I stopped halfway and I almost ran out of the parking lot. But I knew he was more likely to follow me if I looked suspicious. I was already so close to him; I had to keep going, I told myself. So I did. I walked right up to the back of the bike he was still seated on. Plumes of cigarette smoke emitted from him and got caught up in the breeze. I wondered if his face would look any different when he turned around.

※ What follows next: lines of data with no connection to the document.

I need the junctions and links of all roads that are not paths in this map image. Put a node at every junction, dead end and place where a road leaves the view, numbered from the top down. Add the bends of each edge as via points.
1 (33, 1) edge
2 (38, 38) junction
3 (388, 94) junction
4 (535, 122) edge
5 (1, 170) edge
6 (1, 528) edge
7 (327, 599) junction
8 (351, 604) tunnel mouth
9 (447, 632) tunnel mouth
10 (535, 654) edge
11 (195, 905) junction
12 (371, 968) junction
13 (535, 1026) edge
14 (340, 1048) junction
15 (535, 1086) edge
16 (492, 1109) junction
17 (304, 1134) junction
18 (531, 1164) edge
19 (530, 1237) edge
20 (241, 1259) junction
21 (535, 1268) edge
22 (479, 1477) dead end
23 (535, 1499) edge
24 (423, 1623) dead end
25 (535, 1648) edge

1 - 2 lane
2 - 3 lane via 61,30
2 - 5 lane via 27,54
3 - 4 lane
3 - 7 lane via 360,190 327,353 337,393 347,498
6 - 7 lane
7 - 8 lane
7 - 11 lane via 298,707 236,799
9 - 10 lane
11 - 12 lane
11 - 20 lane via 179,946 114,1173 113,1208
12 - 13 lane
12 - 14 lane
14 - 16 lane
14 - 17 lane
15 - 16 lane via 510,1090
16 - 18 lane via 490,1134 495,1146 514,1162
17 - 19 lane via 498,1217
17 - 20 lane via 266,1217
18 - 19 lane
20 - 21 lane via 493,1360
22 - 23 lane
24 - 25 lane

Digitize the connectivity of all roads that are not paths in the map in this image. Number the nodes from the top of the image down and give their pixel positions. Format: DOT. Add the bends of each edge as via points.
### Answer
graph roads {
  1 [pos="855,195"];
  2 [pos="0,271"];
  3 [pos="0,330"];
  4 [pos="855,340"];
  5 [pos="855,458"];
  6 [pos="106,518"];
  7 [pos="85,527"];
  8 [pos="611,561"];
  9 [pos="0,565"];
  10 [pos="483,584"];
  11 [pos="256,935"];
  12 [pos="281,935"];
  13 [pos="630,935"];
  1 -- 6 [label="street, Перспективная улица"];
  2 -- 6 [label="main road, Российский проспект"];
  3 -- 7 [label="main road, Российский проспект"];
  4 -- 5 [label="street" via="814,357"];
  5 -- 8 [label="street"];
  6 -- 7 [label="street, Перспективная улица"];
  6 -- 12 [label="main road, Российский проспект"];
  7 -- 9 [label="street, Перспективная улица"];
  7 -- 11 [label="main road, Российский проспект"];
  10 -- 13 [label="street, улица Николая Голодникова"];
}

I opened my mouth and at first my tongue was glued to the roof of my mouth. I couldn’t speak; I could hardly breathe. It annoyed me. It’d been ten years; he shouldn’t have that hold on me still. He wasn’t mine anymore and I wasn’t his.

“Jax…?” I asked. I regretted it as soon as I said it.

My voice was quiet and shaky but he heard me. He looked over his shoulder first, with a cigarette grasped between his lips, and then he got off of his bike. He stood before me and I could see the confusion in his face. I felt like crying, myself. He looked almost the same as he had ten years ago, if not a little more cut up and with significantly more facial hair. His eyes were still that same icy blue, my favourite colour. He looked tired but dominate at the same time. An array of rings decorated his hands. He was truly a Son. His leather cut even proclaimed Vice President on his chest. I took a small step back.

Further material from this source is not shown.